Quanti crocifissi che fuggono da paesi in guerra, dalla fame e si ammassano come bestie ai confini del nostro mondo. Quanti crocifissi nelle periferie delle nostre città, dei nostri paesi. La crisi di queste settimane ci ha fatto accorgere di quanta povertà, quanta fragilità è vicino a noi.

E noi siamo qui dopo duemila anni a ripetere l’amarezza di questa morte di un Dio non tanto e non soltanto per quello che è accaduto duemila anni fa, ma direi soprattutto per quello che accade oggi. C’è tanta vergogna in questo giorno nella umanità, c’è tanta vergogna anche in noi cristiani: in duemila anni di cristianesimo non abbiamo aggredito queste morti innocenti che ancora umiliano il nostro tempo.

E il Signore ci insegna che passa da lì la nostra salvezza. Tra poco, dopo la preghiera universale, faremo il gesto della adorazione della croce. Solo Gesù poteva trasformare uno strumento di tortura in un segno di gloria, di salvezza.
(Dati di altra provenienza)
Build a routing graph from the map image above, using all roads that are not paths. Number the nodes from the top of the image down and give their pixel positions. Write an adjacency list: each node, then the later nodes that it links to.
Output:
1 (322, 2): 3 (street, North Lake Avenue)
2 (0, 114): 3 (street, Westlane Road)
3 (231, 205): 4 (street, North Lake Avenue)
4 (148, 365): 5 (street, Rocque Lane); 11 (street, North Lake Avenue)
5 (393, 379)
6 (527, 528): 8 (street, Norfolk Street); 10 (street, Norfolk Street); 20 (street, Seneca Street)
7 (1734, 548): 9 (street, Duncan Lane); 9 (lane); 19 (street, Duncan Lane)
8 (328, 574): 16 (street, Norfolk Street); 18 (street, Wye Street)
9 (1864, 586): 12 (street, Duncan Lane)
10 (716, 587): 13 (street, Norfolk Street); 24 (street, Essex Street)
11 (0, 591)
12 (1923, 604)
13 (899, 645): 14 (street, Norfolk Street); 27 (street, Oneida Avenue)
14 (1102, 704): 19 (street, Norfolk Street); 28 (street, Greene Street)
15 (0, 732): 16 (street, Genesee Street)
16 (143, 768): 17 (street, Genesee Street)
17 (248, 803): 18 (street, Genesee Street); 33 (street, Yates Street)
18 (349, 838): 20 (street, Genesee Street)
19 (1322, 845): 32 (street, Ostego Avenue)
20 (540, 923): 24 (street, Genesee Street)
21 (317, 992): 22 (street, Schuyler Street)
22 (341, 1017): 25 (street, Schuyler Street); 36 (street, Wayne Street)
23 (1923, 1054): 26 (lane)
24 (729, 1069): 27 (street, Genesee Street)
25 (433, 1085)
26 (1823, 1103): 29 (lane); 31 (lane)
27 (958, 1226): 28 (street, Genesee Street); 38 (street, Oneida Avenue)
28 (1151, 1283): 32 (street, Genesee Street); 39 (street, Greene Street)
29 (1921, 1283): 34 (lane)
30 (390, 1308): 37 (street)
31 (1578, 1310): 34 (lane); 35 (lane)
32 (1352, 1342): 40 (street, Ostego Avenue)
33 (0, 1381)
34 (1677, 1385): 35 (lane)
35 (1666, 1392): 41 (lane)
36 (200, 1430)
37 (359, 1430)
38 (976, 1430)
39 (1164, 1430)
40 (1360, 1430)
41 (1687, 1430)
Salire sulla nostra croce dell’amore per gli altri, liberarci dalla schiavitù dell’egoismo, della violenza, del profitto per poter essere anche noi questa benedizione di Dio che salva continuamente il mondo. Se noi saremo capaci di salire con lui sulla croce avremo meno vergogna di questo giorno, avremo meno vergogna dei tanti crocifissi che ancora muoiono vicini o lontani dalle nostre città.